Despite impacts from the pandemic, we ended 2020 with a balanced budget. This was due in large part to a grant ($24,514) from the Diocese after they received a federal Payroll Protection Plan (PPP) loan. COVID presented several factors that affected 2020: loss of revenue due to buildings being closed to outside groups and loss of additional streams from fundraising activities being cancelled for most of the year. We also felt an impact in decreased pledge income from parishioners. This continued into the first two quarters of 2021.

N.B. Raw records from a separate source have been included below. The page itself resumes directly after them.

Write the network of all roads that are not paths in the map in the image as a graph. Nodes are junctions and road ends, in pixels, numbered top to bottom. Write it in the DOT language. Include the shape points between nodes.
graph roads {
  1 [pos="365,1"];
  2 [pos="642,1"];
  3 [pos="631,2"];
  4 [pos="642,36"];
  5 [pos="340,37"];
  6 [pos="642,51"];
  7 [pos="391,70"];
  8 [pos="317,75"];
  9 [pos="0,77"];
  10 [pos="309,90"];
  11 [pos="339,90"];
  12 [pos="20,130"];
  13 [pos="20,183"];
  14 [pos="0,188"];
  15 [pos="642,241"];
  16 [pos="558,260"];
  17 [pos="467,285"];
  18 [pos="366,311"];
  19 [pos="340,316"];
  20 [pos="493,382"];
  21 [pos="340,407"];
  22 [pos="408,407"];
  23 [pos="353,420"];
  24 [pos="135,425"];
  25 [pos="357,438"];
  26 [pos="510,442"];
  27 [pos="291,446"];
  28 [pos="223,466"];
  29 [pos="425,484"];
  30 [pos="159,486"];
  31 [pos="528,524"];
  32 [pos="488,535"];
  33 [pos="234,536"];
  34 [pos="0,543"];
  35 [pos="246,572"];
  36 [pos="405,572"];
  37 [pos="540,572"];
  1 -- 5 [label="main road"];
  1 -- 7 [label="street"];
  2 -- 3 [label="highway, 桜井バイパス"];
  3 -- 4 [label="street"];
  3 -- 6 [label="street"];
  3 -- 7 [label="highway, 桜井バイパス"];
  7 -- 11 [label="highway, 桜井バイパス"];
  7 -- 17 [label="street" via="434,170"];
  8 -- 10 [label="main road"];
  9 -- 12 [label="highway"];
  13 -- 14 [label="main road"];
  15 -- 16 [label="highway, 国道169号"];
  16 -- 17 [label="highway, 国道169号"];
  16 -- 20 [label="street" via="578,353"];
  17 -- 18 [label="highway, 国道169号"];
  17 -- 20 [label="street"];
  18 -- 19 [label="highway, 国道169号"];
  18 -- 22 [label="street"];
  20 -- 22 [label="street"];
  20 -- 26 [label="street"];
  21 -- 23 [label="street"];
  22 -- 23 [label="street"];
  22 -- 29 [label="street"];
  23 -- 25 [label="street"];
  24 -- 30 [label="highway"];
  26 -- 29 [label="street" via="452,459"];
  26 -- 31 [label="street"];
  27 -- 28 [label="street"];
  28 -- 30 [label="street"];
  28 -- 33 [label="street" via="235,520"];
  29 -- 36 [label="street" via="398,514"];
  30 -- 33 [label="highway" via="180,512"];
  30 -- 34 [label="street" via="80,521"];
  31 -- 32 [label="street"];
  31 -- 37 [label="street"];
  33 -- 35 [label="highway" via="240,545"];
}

St. Mark’s began 2021 with a projected deficit. Pledge income through the first 6 months is about 3% behind budget, fundraising is down about 20% to budget, and plate offering is down about 50% to budget. However, with a $29,017 PPP loan we received in March (that we expect to be fully forgiven shortly as we have met all requirements), we have a very good chance of finishing 2021 at breakeven. Our buildings are fully open for outside group use and we expect to return to our fundraising activities. We were able to hold one fundraiser, a giant tag sale, this summer and look forward to having the annual Art & Craft Fair once again and possibly the Big E fundraiser this fall, COVID permitting.

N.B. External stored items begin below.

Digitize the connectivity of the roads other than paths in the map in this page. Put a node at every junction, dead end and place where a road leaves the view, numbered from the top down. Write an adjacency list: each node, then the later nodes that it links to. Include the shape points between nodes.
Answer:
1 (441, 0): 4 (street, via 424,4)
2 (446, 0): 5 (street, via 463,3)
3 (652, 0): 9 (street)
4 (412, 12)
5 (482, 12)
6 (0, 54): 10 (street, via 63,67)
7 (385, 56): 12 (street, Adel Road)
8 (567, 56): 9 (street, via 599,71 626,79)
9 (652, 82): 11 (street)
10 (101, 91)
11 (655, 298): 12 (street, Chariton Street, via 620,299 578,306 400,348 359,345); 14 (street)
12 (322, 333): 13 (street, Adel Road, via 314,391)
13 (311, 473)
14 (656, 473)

St. Mark’s has been receiving electronic donations for many years and regularly reminds folks of the various methods to do this, including via text message. Reminders are in the Weekly Word emails and are broadcast during the offertory on livestream services. We created brightly colored, laminated “I Give Electronically” cards that congregants at services may place in the collection plate during the offertory. We feel this is a way to connect what might feel impersonal (electronic giving) to the physical act of giving thanks during the offertory.
As presented in Our History, St. Mark’s was founded with the expectation that we would support our mission and ministries primarily through current giving. That said, we have had some very generous parishioners who’ve made legacy gifts or requested gifts made in their memory to the church. These rest in endowed funds with the Trustees of the diocese. We currently have $214,000 in endowed funds generating quarterly income of approximately $2,400. Of the $214,000, about $30,000 is restricted for the Rector’s Discretionary Fund and maintenance of the Memorial Garden.
Our Capital Needs
Our last major capital campaign was in the very early 2000s to fund the addition of the Great Hall and expansion of the sanctuary. While we celebrated achieving the campaign goal in pledges, a few of the pledge commitments were not fulfilled due to varied circumstances. The project also incurred a cost overrun. The shortfall was covered by opening a line of credit which is still in place. Repayment of this has been addressed in varying ways from a set amount budgeted monthly to interest only payments. This line of credit has been tapped for a few other projects over the years with the most recent being a total renovation of the kitchen in the rectory.
Since the major campaign, fundraising efforts have been focused on very specific needs, such as replacement of the Great Hall kitchen stoves and a brick walkway leading to the memorial garden. These are just two of several “campaigns” we’ve held that were successful.
Our next large expenditure to replace the HVAC systems will be financed through a no interest, ten year loan from the diocese.
The community recognizes the need to develop a more cohesive, comprehensive strategy and action plan to grow our financial resources to meet future capital needs.
Our Finance Committee
The committee consists of the Treasurer, Accounts Payable, Financial Analyst, and two at large members. The group is responsible for processing all financial transactions, analyzing monthly financial reports for reasonableness and projection to year end, working with Vestry on the annual budget, and reviewing any monetary requests from Vestry or the Rector.